On September 11, orders poured in—more than 20 times the number of shares available—forcing the underwriters to halt the new offering and cap the proceeds at $425 million, a rare structuring choice that prioritized pricing power over maximum capital raising. The company sold 15.2 million Class A shares at $28 each, down from the 16.67 million shares offered, to stay within the cap.
Trading began on September 12 under the ticker symbol “GEMI,” with shares opening at $37.01 — up 32% — before peaking and closing 14% above the IPO price. Nasdaq backed up this initial public offering with a $50 million private placement at the IPO price, signaling the strategic alliance.
Up to 10% of shares are reserved for insiders and loyal users, with 30% allocated to individual investors through Robinhood, SoFi and Webull, democratizing access in a transaction typically dominated by institutions.

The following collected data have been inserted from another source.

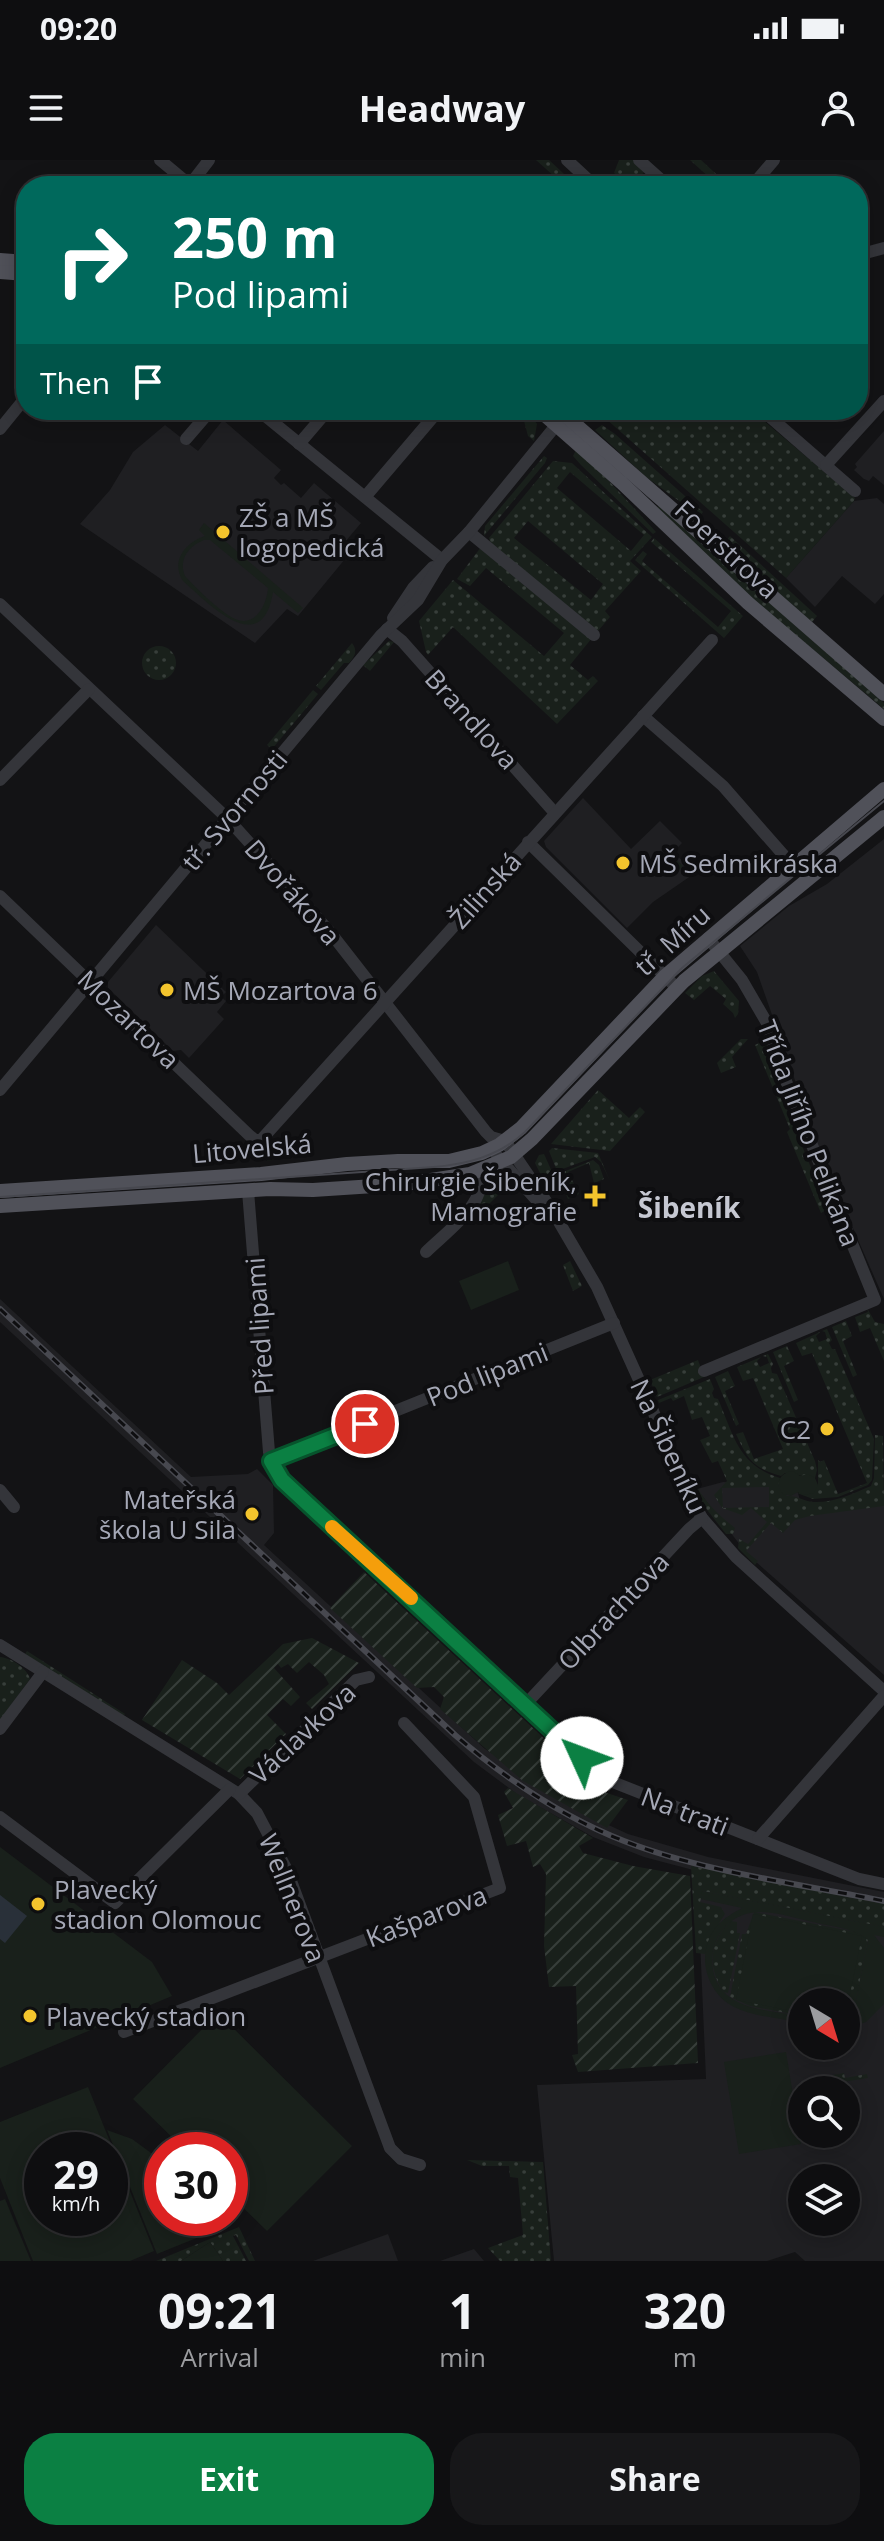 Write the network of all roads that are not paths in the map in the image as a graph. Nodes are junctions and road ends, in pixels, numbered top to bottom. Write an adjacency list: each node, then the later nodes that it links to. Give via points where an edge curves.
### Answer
1 (160, 160): 6 (street)
2 (209, 160): 7 (street)
3 (567, 160): 8 (street)
4 (639, 160): 9 (street)
5 (774, 160): 10 (street)
6 (179, 176)
7 (197, 176)
8 (584, 176)
9 (657, 176)
10 (760, 176)
11 (884, 401): 13 (street)
12 (16, 409): 23 (street)
13 (868, 419)
14 (202, 420): 24 (street)
15 (270, 420): 25 (street)
16 (319, 420): 25 (street)
17 (430, 420): 28 (street)
18 (558, 420): 29 (street, tř. Svornosti)
19 (567, 420): 37 (main road, Foerstrova, via 748,603)
20 (568, 420): 36 (main road, Foerstrova)
21 (774, 420): 26 (street)
22 (867, 420): 26 (street)
23 (0, 429)
24 (186, 439)
25 (299, 444): 28 (street)
26 (826, 465): 27 (street)
27 (855, 491)
28 (365, 497): 30 (street)
29 (469, 532): 30 (street, tř. Svornosti); 33 (street)
30 (442, 560): 32 (street, tř. Svornosti, via 418,600)
31 (0, 604): 35 (street, Dvořákova)
32 (387, 629): 43 (street, Brandlova); 45 (street, tř. Svornosti)
33 (594, 635)
34 (712, 640): 39 (street, Žilinská)
35 (89, 689): 41 (street); 45 (street, Dvořákova)
36 (880, 690)
37 (853, 692): 38 (main road, Foerstrova); 40 (main road)
38 (884, 719)
39 (647, 720): 43 (street, Žilinská); 48 (street, via 723,786)
40 (884, 731)
41 (0, 780)
42 (882, 790): 48 (main road, tř. Míru)
43 (554, 812): 47 (street, Žilinská)
44 (884, 817): 49 (main road, tř. Míru)
45 (227, 818): 54 (street, tř. Svornosti); 56 (street, Dvořákova, via 311,909)
46 (884, 827): 49 (main road)
47 (528, 842): 53 (street); 56 (street, Žilinská)
48 (794, 867): 51 (main road, tř. Míru)
49 (813, 877): 52 (main road, tř. Míru)
50 (0, 896): 54 (street, Mozartova)
51 (708, 938): 52 (street, Třída Jiřího Pelikána); 53 (main road, tř. Míru)
52 (719, 951): 55 (main road, tř. Míru); 67 (street, Třída Jiřího Pelikána, via 767,1023 875,1300)
53 (665, 976): 55 (street); 59 (main road, tř. Míru, via 526,1123)
54 (91, 981): 57 (street, tř. Svornosti); 58 (street, Mozartova)
55 (677, 988): 60 (main road, tř. Míru)
56 (385, 1002): 58 (street, Žilinská); 59 (street, Dvořákova)
57 (0, 1090)
58 (259, 1140)
59 (496, 1142): 60 (street, Dvořákova); 62 (main road, Litovelská, via 449,1161 311,1166)
60 (508, 1158): 61 (main road, Litovelská); 66 (street, Na Šibeníku, via 558,1221)
61 (480, 1171): 63 (main road, Litovelská, via 405,1184); 65 (street, via 480,1193)
62 (0, 1191)
63 (248, 1191): 64 (main road, Litovelská); 68 (street, Před lipami)
64 (0, 1206)
65 (426, 1252)
66 (614, 1323): 68 (street, Pod lipami); 71 (street, Na Šibeníku)
67 (704, 1371)
68 (271, 1461): 76 (street, Na trati, via 278,1476)
69 (0, 1490): 70 (street)
70 (14, 1507)
71 (702, 1518): 75 (street, Na Šibeníku, via 736,1557); 76 (street, Olbrachtova)
72 (0, 1645): 73 (street, Wellnerova)
73 (43, 1672): 78 (street); 79 (street, Wellnerova)
74 (369, 1677): 79 (street, Václavkova, via 356,1680)
75 (884, 1693): 81 (street)
76 (525, 1705): 81 (street, Na trati, via 610,1782)
77 (404, 1723): 83 (street, Kašparova, via 474,1797 500,1888)
78 (0, 1729)
79 (234, 1792): 80 (street, Václavkova, via 115,1903); 83 (street, Wellnerova, via 257,1813 274,1842)
80 (0, 1817)
81 (758, 1839): 82 (street, Na trati)
82 (884, 1884)
83 (318, 1958): 84 (street, Kašparova); 85 (street, Wellnerova, via 390,2148 401,2159)
84 (124, 2032)
85 (420, 2165)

What opportunities are there for Gemini?
Gemini’s IPO was designed for control and growth: With a $425 million cap, the higher valuation reduced the number of shares, preserving equity for the founders, who hold 94.5% of the voting rights after the IPO. That undiluted valuation came to $3.33 billion at market value, rising to $4.4 billion at launch.
Key Demand Drivers: Regulatory Greenlight: The Trump-era U.S. Securities and Exchange Commission (SEC) has eased crypto oversight, settling Gemini’s April 2025 settlement of its Earn lending program (status report expected September 15).
Gemini, which has custody of $21 billion in assets for 10,000 institutions, along with services like the GUSD stablecoin, crypto rewards cards and an NFT studio, is facing headwinds, however, with a net loss of $159 million in 2024 and $283 million in the first half of 2025, due to operating costs amid a competitive exchange landscape.
Evaluation and Conclusion
Gemini’s Nasdaq triumph — it raised $425 million, its stock jumped 32% upon its debut — underscored the Winklevoss vision of regulated crypto as the next frontier for Wall Street. Oversubscribed 20 times amid deregulation, Gemini outperformed its rivals but faced losses to survive. As exchanges like Gemini bridge crypto and stocks, the IPO signals steady capital inflows, in contrast to volatile token activity. For investors, it’s a buy signal for infrastructure; for the ecosystem, it’s proof that compliance pays off in bull runs.
Disclaimer: The information presented in this article is the author's personal opinion on the cryptocurrency field. It is not intended to be financial or investment advice. Any investment decision should be based on careful consideration of your personal portfolio and risk tolerance. The views expressed in the article do not represent the official position of the platform. We recommend that readers conduct their own research and consult with a professional before making any investment decisions.